ESHG and ASHG call for “responsible innovation” in non-invasive prenatal screening

DNA double helix with data
Photo credit: Jonathan Bailey, NHGRI.

The European Society of Human Genetics (ESHG) and the American Society of Human Genetics (ASHG) yesterday issued a joint position document calling for “responsible innovation” in the development, translation and clinical implementation of non-invasive prenatal genetic screening (NIPGS). In a lengthy statement authored by international experts (including Wybo Dondorp, Diana Bianchi, and Lyn Chitty), the two professional societies explored many of the ethical issues raised by NIPGS, issuing ten recommendations for addressing these issues, summarized here:

  1. Positive results from NIPGS should always be confirmed if a woman is considering ending her pregnancy based on this information. (This issue was highlighted in a recent article by the New England Center for Investigative Reporting.)
  2. All women should be given adequate pre-test counseling/information before having NIPGS, and the information offered should be responsive to those women’s needs and any linguistic, educational, or cultural barriers. (Our PRINCESS project is highlighting many of the same needs and makes similar recommendations.)
  3. Clear policies should be put in place for dealing with incidental findings from NIPGS, and women should be informed about this possibility and given a choice, insofar as this is possible.
  4. NIPGS for sex chromosome aneuploidies and chromosomal microdeletions is currently not recommended, because of the challenges for counseling and increased follow-on testing. (See more on this below.)
  5. Every effort should be made to separate–conceptually, if not physically–prenatal screening for preventable maternal/fetal health problems from prenatal screening aimed at detecting fetal genetic conditions for the purposes of reproductive decision-making.
  6. Governments choosing to offer prenatal screening for fetal genetic conditions as a public health program should implement responsible governance for quality control, education and counseling, equity of access, and future innovation.
  7. Decisions about clinical or public health implementation of NIPGS should take into account not only economics, but also the values and needs of pregnant women and families, and the larger society. (The editorial of a recent special issue of Bioethics makes a similar argument–not surprisingly, since it’s also by Dondorp.)
  8. More research is needed on informed choice in prenatal screening and interventions to achieve informed choice. (Several of PIRC’s research projects focus on the quality of informed decision-making for NIPGS, and we are heartened to see that several groups are working on interventions.)
  9. Professionals and the larger society should engage in forward-looking discussions about the future scope of prenatal screening, particularly considering the pending development of tests for genetic conditions that do not pose a serious or immediate threat to the fetus or young child.
  10. More ethical analysis is needed on the relationship between prenatal screening and potential fetal therapies.

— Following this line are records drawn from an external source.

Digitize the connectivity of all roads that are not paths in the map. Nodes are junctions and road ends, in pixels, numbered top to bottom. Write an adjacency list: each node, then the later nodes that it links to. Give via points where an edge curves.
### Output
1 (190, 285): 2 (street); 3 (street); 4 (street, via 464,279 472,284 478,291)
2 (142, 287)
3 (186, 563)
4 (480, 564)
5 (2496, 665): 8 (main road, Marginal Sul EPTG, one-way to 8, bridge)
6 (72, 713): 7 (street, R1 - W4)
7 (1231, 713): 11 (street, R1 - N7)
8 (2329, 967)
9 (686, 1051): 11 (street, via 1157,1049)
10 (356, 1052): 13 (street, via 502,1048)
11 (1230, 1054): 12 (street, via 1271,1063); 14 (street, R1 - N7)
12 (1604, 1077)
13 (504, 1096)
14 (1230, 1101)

This document is a major step forward in the ongoing effort to develop professional guidelines and societal policies around NIPGS. It is particularly striking because it has emerged not from a bioethics society, a patient-led group, or even a primarily clinical organization–but from two professional organizations of human geneticists, representing both clinical geneticists and basic scientists.

I am particularly struck by recommendation #4, bolded above. The issue of low positive predictive values for NIPGS for microdeletions, along with the meager justification for offering screening for sex chromosome aneuploidies with often very mild phenotypes, has increasingly troubled us here at PIRC, along with other observers of the rapidly expanding scope of NIPGS. (Megan Allyse and Shubha Chandrasekharan’s commentary on this topic just appeared today, though it’s behind a paywall. They are also presenting a poster based on their commentary next week.)

The recommendations should generate a good deal of interesting conversation, especially at next week’s meeting of the American College of Medical Genetics and Genomics (ACMG). The ACMG did not sign on to this policy statement–and we don’t know if they were asked–but NIPGS has been a major topic at the last several ACMG meetings. Now the ESHG and ASHG have pushed the conversation to a new (and arguably higher) level, and it will be fascinating to see the response from all sides.